Prediction at Test Data

Now, we will test this model on our test dataset by calculating the model-predicted values for the test dataset

Code
# Make predictions on the test data
testData$pred.medv<-predict(gfit, newdata = testData)
Code
### Evaluate Model Performance
calculate_metrics <- function(observed, predicted) {
  # Ensure inputs are numeric vectors
  observed <- as.numeric(observed)
  predicted <- as.numeric(predicted)
  
  # Compute metrics
  mse <- mean((observed - predicted)^2)
  rmse <- sqrt(mse)
  mae <- mean(abs(observed - predicted))
  medae <- median(abs(observed - predicted))
  r2 <- 1 - sum((observed - predicted)^2) / sum((observed - mean(observed))^2)
  
  # Return results as a named list
  metrics <- list(
    RMSE = rmse,
    MAE = mae,
    MSE = mse,
    MedAE = medae,
    R2 = r2
  )
  return(metrics)
}

# Model performance metrics
calculate_metrics(testData$medv, testData$pred.medv)
$RMSE
[1] 4.465848

$MAE
[1] 3.27578

$MSE
[1] 19.9438

$MedAE
[1] 2.441494

$R2
[1] 0.7636513

1:1 Plot of Predicted vs Observed values

We can plot observed and predicted values with fitted regression line with ggplot2

Code
# plot the predicted vs observed values
p2=ggplot(testData, aes(medv, pred.medv)) +
  geom_point() +
  geom_smooth(method = "lm")+
  stat_poly_eq(use_label(c("eq", "adj.R2")), formula = formula) +
  ggtitle("Gaussian GAMLASSO model: Test Data") +
  xlab("Observed") + ylab("Predicted") +
  scale_x_continuous(limits=c(0,55), breaks=seq(0, 55, 11))+ 
  scale_y_continuous(limits=c(0,55), breaks=seq(0, 55, 11)) +
  theme(
    panel.background = element_rect(fill = "grey95",colour = "gray75",size = 0.5, linetype = "solid"),
    axis.line = element_line(colour = "grey"),
    plot.title = element_text(size = 14, hjust = 0.5),
    axis.title.x = element_text(size = 14),
    axis.title.y = element_text(size = 14),
    axis.text.x=element_text(size=13, colour="black"),
    axis.text.y=element_text(size=13,angle = 90,vjust = 0.5, hjust=0.5, colour='black'))
print(p2)

Code
rm(list=ls())

Binary logistic GAMLASSO Model

The Binary Logistic GAMLASSO (Generalized Additive Model with Lasso) regression model is a statistical approach used for binary classification tasks. It combines the principles of Generalized Additive Models (GAMs) and Lasso regularization to model the relationship between a binary response variable and multiple predictor variables.

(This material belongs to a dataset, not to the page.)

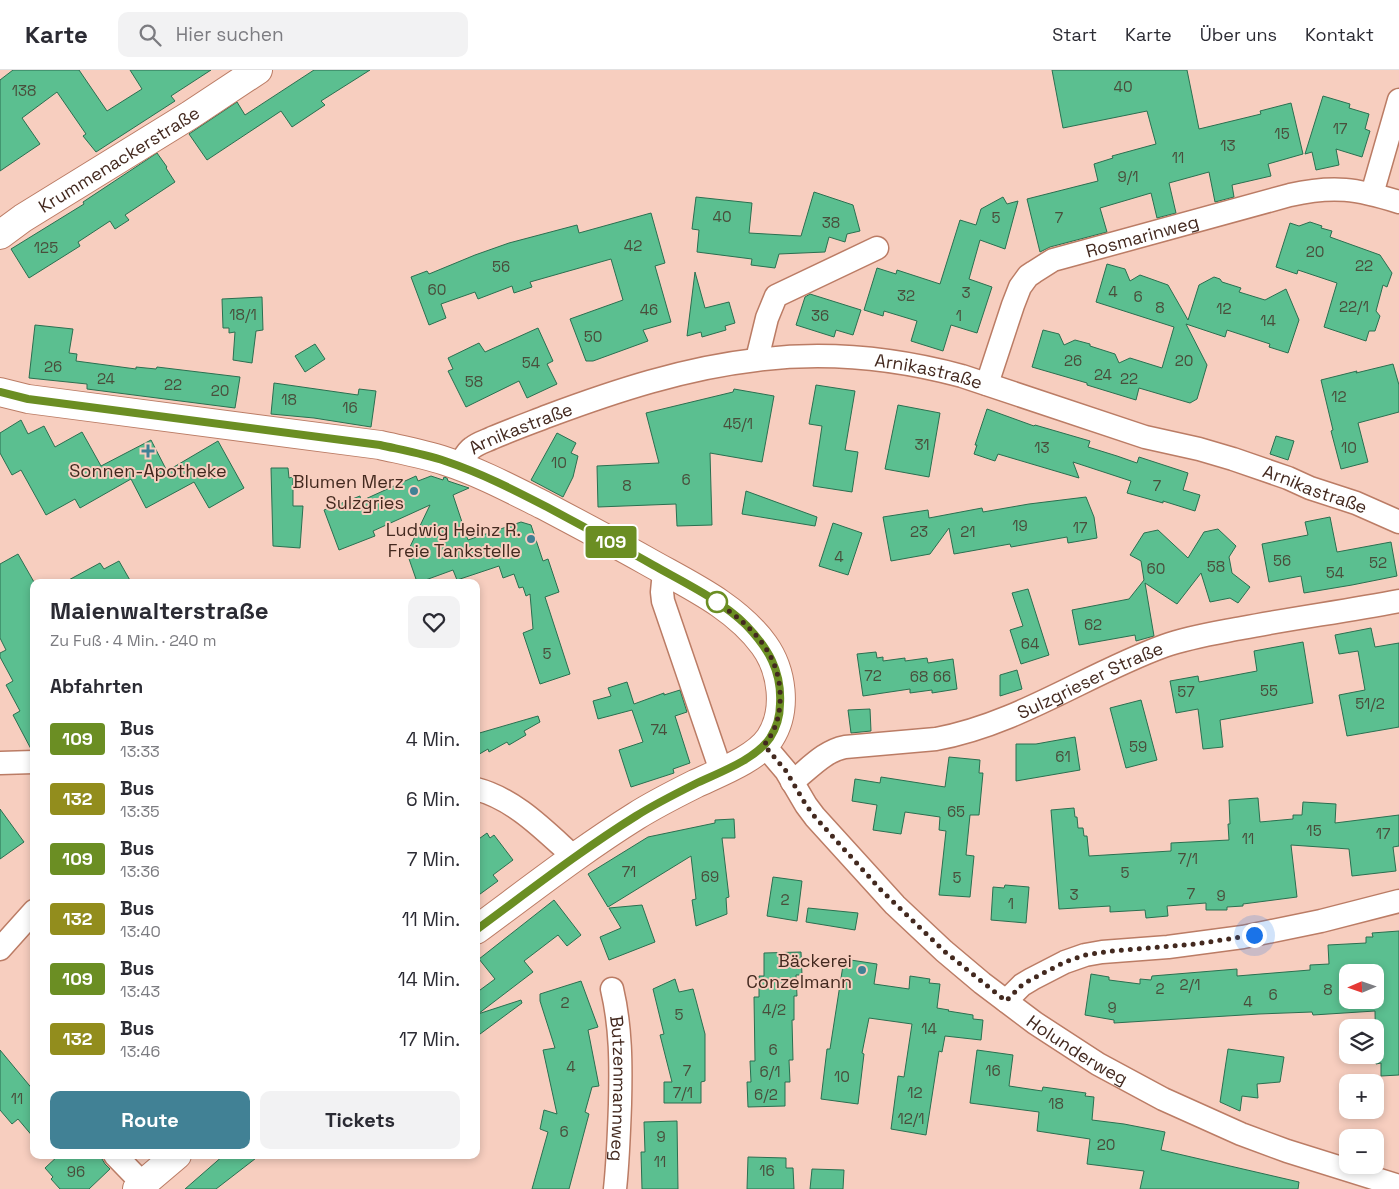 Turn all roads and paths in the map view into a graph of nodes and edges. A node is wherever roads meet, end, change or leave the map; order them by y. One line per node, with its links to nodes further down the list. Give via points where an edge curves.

In the Binary Logistic GAMLASSO model, the logistic regression framework is combined with the flexibility of GAMs and the regularization properties of Lasso. This results in a model that can capture complex non-linear relationships while also performing variable selection to avoid overfitting.

The Binary Logistic GAMLASSO model can be formulated as follows:

\[ \log \left( \frac{P(Y=1)}{P(Y=0)} \right) = \beta_0 + f_1(X_1) + f_2(X_2) + \ldots + f_p(X_p) + \lambda \sum_{j=1}^{p} |\beta_j|\]

where:

  • \(P(Y=1)\) is the probability of the binary outcome being 1.

  • \(\frac{P(Y=1)}{P(Y=0)}\) is the odds of the binary outcome.

  • \(\beta_0\) is the intercept term.

  • \(f_j(X_j)\) are the smooth functions of the predictor variables.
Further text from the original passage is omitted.